ASSIGNMENT:
In the material below, find each line that contains the word "Şehit" and copy it.

►

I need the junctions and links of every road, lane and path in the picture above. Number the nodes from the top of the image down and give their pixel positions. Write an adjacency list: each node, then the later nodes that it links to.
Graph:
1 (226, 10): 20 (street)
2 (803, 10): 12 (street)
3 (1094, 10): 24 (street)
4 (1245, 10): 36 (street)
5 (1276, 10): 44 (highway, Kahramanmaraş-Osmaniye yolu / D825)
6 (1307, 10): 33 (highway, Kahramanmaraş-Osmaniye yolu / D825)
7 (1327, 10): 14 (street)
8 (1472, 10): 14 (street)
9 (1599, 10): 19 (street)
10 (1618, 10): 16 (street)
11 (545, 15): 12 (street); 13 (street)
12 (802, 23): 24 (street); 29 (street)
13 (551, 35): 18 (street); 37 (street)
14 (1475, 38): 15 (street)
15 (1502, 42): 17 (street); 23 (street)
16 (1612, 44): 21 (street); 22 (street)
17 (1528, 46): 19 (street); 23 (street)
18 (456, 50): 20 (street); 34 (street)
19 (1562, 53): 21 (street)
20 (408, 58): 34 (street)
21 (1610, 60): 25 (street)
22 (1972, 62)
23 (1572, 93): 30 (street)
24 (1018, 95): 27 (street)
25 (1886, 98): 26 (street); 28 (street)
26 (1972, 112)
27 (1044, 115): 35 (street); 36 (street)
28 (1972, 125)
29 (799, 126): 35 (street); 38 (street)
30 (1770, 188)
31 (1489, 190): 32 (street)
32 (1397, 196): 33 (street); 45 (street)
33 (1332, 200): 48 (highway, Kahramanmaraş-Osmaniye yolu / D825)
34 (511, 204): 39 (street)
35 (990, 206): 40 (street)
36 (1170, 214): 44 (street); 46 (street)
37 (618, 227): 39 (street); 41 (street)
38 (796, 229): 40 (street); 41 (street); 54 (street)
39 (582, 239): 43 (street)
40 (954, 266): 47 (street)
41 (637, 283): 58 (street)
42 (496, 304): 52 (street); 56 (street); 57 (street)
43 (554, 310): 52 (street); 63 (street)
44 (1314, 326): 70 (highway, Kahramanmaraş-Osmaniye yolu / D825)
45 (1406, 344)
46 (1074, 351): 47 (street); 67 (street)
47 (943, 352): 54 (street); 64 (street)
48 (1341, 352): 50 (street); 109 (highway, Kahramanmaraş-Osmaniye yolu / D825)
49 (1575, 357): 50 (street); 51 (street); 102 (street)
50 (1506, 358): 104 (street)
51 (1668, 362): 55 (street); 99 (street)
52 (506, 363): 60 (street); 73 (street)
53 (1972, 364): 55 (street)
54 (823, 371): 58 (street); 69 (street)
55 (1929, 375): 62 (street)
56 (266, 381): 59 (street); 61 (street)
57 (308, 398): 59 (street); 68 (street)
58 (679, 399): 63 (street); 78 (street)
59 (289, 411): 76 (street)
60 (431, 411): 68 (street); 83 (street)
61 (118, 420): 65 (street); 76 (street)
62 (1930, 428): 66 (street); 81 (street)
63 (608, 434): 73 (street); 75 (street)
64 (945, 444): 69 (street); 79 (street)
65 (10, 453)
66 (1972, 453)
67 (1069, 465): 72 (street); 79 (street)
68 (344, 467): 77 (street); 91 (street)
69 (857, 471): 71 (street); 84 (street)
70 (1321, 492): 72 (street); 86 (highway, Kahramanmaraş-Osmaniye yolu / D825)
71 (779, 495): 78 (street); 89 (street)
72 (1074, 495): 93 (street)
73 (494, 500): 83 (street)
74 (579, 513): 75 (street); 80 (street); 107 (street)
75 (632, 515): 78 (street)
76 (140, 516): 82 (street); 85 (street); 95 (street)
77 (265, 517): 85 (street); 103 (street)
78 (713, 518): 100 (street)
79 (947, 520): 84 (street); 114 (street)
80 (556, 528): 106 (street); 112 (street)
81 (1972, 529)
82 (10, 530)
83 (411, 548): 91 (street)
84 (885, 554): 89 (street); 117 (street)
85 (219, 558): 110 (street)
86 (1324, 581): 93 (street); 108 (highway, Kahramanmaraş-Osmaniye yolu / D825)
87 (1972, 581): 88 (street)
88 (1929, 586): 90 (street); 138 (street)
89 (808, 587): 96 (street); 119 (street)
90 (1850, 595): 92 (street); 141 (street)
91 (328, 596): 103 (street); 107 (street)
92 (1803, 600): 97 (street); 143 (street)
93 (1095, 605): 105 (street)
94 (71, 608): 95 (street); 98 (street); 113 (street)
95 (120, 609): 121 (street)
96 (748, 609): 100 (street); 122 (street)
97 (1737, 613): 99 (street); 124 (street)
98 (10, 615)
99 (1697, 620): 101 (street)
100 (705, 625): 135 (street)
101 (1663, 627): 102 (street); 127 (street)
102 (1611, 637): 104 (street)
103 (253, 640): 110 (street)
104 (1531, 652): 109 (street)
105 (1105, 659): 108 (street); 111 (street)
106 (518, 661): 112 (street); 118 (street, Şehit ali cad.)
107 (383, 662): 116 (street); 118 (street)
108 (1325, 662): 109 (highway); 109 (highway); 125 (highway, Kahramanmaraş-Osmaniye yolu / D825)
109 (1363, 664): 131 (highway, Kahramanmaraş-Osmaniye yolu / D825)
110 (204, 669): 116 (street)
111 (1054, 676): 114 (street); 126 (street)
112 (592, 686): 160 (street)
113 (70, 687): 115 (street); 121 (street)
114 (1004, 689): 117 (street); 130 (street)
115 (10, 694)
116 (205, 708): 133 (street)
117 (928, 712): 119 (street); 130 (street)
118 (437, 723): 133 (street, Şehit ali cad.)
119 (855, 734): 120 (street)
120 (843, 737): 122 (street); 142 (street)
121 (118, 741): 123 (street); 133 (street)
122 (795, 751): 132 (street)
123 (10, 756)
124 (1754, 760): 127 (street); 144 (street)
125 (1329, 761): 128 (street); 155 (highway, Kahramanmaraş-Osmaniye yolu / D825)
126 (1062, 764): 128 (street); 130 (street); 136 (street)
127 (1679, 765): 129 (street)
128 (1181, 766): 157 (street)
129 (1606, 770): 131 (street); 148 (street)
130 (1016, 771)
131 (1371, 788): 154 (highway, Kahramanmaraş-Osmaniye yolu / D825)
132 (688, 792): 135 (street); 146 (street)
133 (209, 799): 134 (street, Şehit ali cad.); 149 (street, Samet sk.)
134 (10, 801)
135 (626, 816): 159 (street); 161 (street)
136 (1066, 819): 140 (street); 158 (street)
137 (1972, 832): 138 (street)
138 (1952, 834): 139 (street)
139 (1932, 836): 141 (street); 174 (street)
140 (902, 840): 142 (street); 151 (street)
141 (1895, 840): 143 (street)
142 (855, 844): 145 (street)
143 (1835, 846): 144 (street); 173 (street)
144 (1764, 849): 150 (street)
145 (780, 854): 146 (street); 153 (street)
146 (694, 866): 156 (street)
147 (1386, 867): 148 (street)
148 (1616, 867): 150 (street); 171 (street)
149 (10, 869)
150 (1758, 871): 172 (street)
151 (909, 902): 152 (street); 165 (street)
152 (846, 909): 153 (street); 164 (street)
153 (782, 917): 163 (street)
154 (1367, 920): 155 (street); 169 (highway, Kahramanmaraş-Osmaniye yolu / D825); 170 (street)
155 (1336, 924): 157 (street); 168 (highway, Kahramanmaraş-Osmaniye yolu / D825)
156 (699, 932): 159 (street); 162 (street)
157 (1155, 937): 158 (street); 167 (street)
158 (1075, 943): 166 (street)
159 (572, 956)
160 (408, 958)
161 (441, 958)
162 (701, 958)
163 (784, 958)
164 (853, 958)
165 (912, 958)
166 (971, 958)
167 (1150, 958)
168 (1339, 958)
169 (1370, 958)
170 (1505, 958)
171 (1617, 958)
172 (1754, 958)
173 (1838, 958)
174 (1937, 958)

◄

SOLUTION TO THE PROBLEM:
106 (518, 661): 112 (street); 118 (street, Şehit ali cad.)
118 (437, 723): 133 (street, Şehit ali cad.)
133 (209, 799): 134 (street, Şehit ali cad.); 149 (street, Samet sk.)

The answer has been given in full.